Ahmedabad Hospitals and Nursing Homes Association (AHNA) has written to health insurer, Star Health and Allied Insurance, threatening to discontinue the cashless facility unless a host of issues are resolved by October 15.

This drastic move by the association follows a spate of claim rejections by the company, that too after initial approvals. Other issues include, delays in clearing payment dues, charges fixed by the companies that hospitals deem ‘unsustainable’ and even delisting of hospitals from the company’s networks.

Star Health says it has received the communication from AHNA but rules out any disruption of insurance claim payouts for policyholders.

“As of now, there is no imminent discontinuation of cashless facilities at any of the member hospitals of AHNA. We are in talks with member hospitals and are confident of addressing their genuine concerns within the next few days while also clarifying our stand,” a top official of Star Health and Allied Insurance said. The company offers cashless facilities at 14,500 hospitals across India.

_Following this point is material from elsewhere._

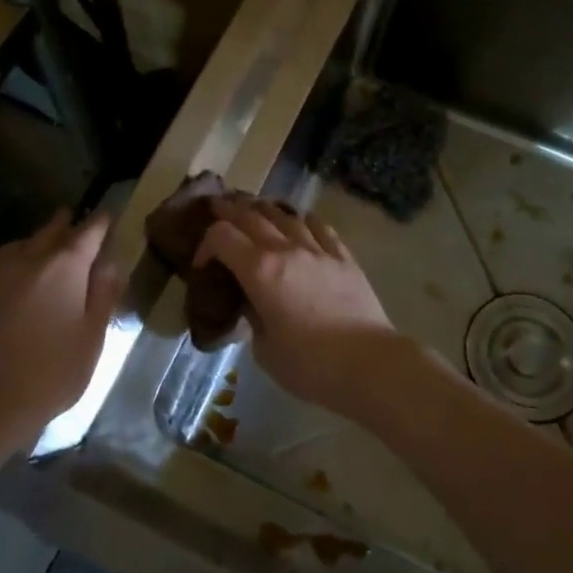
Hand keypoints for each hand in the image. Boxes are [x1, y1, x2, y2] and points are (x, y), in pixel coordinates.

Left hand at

Currently there aren’t any signs of the cashless facility being discontinued as insurers and third-party administrators (TPA) say they are striving to meet the goal of 100 percent cashless settlement within the next couple of months as suggested by Insurance Regulatory and Development Authority of India (IRDAI).

Insurance experts say such issues get resolved once hospitals and insurance companies come to an understanding. “Both hospitals and insurance companies are interdependent. Policyholders need insurance coverage for costly procedures. Once a hospital is blacklisted, it doesn’t remain blacklisted forever,” they said.

But Star Health isn’t the only entity in the line of fire. AHNA had, on August 7, 2023, asked the Gujarat Government to clear pending dues worth Rs 650 crore arising from the Mukhyamantri Amrutam Yojana (MAY) and Pradhan Mantri Jan Arogya Yojana (PMJAY). Failing to clear the dues would force hospitals “to stop services to patients under these schemes,” AHNA had said.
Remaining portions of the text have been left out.